> _Requirement_:
Report how many lines in the following entries contain "TOPAZ". Nothing else should be given.

> _Dataset records_:
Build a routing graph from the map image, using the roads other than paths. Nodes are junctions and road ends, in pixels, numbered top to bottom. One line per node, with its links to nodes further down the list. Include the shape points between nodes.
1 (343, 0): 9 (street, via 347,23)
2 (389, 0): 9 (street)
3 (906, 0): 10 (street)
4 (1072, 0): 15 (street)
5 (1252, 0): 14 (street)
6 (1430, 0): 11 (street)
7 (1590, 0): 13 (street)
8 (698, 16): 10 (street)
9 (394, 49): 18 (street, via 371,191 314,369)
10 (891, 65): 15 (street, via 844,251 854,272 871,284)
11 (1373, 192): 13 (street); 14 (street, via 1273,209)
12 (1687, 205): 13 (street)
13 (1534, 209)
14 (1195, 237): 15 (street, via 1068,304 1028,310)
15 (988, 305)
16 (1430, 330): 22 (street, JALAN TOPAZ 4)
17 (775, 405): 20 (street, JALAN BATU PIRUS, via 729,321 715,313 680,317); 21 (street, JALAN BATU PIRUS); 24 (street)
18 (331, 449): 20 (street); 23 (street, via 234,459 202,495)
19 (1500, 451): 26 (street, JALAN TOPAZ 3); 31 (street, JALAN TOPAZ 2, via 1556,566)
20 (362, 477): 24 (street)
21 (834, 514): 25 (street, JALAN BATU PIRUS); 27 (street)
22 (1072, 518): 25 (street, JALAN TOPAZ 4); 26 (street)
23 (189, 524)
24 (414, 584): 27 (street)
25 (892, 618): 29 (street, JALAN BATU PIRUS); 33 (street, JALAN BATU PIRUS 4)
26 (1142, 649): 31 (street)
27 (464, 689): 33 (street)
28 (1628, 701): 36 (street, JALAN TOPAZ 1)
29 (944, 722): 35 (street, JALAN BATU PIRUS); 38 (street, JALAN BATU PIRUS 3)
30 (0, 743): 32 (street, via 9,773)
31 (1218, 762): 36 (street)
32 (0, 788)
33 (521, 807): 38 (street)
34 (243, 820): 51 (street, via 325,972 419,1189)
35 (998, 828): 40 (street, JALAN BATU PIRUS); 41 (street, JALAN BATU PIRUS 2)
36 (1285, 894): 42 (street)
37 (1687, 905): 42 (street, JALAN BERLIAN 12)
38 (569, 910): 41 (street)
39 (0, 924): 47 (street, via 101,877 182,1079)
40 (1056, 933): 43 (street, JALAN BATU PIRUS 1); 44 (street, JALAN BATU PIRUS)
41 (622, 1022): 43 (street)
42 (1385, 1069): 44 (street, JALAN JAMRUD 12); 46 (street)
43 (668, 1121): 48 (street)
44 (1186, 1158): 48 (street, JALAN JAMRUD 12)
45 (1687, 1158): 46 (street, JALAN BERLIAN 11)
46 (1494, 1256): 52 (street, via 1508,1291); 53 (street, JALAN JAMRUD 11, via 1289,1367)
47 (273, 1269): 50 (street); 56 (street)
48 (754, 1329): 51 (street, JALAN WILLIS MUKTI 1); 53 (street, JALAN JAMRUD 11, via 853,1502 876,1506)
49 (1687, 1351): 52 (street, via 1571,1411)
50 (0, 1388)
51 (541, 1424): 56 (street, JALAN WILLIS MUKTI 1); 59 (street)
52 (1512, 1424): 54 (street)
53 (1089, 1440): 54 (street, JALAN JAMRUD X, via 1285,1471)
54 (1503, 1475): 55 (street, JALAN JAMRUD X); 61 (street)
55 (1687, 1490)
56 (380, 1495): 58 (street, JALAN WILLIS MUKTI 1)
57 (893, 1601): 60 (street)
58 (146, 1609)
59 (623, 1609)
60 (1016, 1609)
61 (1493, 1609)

> _Completed task_:
4